On Friday, a portrait began to emerge of the detective, Hassan Hamdy, 39. He was assigned to the Tactical Apprehension Team — responsible for catching some of the city's most violent drug and gun suspects. Just before the driver, Noel Polanco, 22, was fatally shot, Detective Hamdy and other team members had executed warrants on two apartments in a South Bronx building, handcuffing and taking five drug suspects into custody, the police said.
In 2001 and again in 2008, the city settled two federal civil-rights lawsuits — one for $235,000; the other for $291,000 — that named Detective Hamdy and several other officers as defendants in separate claims of police abuse.
One lawsuit accused the officers of breaking down the door of a man's home without a warrant and assaulting him; another charged that officers repeatedly harassed a business owner.
"In the 2008 case, his role was minor at best," a Law Department spokeswoman said Friday night. She said it was unclear what role Detective Hamdy had played in the earlier case. She said the city's position was that "a settlement in a police case does not indicate wrongdoing on the part of the officer."
In May, Detective Hamdy, a 14-year veteran of the Police Department, helped rescue five people trapped in a burning apartment while executing a warrant in a neighboring building in the Rockaways.
"We were in the right place at the right time," Detective Hamdy said at the time. He and fellow team members forced their way into the apartment and felt their way along the walls of smoke-filled rooms before coming upon five frightened people, age 8 to 22, in a back bedroom.

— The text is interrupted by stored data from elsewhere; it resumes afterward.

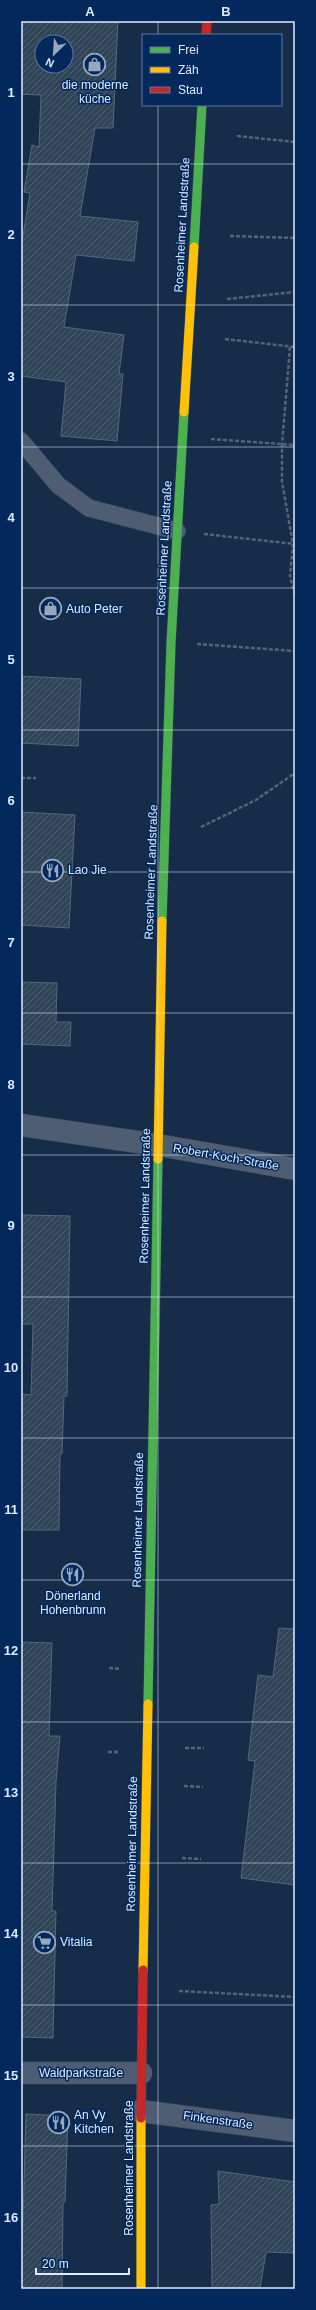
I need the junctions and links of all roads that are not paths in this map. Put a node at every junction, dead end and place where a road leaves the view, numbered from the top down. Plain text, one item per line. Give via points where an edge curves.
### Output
1 (207, 21) edge
2 (206, 34) edge
3 (202, 106) edge
4 (21, 441) edge
5 (177, 531) junction
6 (21, 1125) edge
7 (158, 1145) junction
8 (295, 1169) edge
9 (21, 2073) edge
10 (141, 2073) junction
11 (140, 2111) junction
12 (295, 2130) edge
13 (141, 2289) edge

1 - 2 main road
3 - 5 main road, Rosenheimer Landstraße
4 - 5 lane via 58,484 90,508
5 - 7 main road, Rosenheimer Landstraße via 163,869
6 - 7 street, Robert-Koch-Straße
7 - 8 street, Robert-Koch-Straße
7 - 10 main road, Rosenheimer Landstraße
9 - 10 street, Waldparkstraße
10 - 11 main road, Rosenheimer Landstraße
11 - 12 street, Finkenstraße
11 - 13 main road, Rosenheimer Landstraße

Before becoming a police officer, Mr. Hamdy served four years in the Marine Corps, joining in 1992 and rising to the level of sergeant in an artillery division based out of Camp Lejeune, in North Carolina. He performed well there, his military records indicate, earning medals for good behavior and for performing his duties above and beyond what was required.

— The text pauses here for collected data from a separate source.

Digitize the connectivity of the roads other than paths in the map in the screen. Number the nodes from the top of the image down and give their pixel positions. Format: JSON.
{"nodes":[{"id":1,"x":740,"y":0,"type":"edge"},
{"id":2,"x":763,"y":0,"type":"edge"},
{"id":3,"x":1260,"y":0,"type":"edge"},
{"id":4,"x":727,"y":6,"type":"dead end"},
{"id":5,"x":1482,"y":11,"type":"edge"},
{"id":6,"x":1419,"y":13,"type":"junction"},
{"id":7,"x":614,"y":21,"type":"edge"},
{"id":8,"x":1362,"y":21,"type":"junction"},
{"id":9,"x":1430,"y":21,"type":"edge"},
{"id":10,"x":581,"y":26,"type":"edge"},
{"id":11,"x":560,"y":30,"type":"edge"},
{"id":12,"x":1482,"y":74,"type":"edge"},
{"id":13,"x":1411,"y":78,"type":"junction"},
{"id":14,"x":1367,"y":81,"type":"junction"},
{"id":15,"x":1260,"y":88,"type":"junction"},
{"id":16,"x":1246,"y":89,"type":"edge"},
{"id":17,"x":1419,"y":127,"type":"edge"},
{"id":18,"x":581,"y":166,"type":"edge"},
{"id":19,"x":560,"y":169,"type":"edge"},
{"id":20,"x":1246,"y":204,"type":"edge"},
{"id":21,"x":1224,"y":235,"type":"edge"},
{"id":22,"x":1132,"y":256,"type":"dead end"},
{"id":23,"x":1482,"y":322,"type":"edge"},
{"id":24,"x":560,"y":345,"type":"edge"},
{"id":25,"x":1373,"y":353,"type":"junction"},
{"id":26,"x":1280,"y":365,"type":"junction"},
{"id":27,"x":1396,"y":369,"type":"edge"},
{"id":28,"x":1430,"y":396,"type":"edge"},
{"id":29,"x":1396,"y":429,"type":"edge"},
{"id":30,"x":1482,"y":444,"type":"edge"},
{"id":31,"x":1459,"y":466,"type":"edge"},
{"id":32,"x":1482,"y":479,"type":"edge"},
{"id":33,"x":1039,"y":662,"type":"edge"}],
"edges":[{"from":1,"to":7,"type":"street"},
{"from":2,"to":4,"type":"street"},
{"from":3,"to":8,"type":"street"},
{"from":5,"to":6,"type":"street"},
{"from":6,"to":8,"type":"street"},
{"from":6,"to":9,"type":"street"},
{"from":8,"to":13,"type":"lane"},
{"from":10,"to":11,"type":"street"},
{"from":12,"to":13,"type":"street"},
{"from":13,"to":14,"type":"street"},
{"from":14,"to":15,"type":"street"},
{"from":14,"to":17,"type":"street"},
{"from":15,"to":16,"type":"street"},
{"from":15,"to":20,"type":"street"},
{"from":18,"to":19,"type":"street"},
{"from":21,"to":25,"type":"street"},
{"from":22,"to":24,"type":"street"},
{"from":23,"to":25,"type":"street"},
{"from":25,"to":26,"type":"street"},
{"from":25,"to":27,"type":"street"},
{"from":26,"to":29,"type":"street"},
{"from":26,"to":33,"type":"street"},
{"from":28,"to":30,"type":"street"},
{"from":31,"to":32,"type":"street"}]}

On Friday evening, Police Commissioner Raymond W. Kelly met with Mr. Polanco's mother, Cecilia Reyes, for about 15 minutes at her home to express his condolences, according to Paul J. Browne, the Police Department's chief spokesman.
Outside Detective Hamdy's home in Centereach, on Long Island, a beige-and-white ranch with a fenced backyard and a pool, a Suffolk County police car sat idling by the driveway on Friday.
As details about Detective Hamdy's life and career emerged, Police Department officials were silent Friday about the circumstances of the shooting. The Queens district attorney, Richard A. Brown, issued a statement saying that his office and the Police Department's Internal Affairs Bureau were investigating it. "The public can be assured that the investigation will be full, fair and complete," Mr. Brown said.
At 1:30 a.m. on Friday, Ms. Reyes, standing outside Ice NYC, a lounge in Astoria, Queens, where Mr. Polanco worked, struggled to get the words out. She pressed the palm of her hand to her mouth in an attempt to mute her sobs. She used her other hand to wipe her tears.
"I'm sorry," she said. "I just lost my son."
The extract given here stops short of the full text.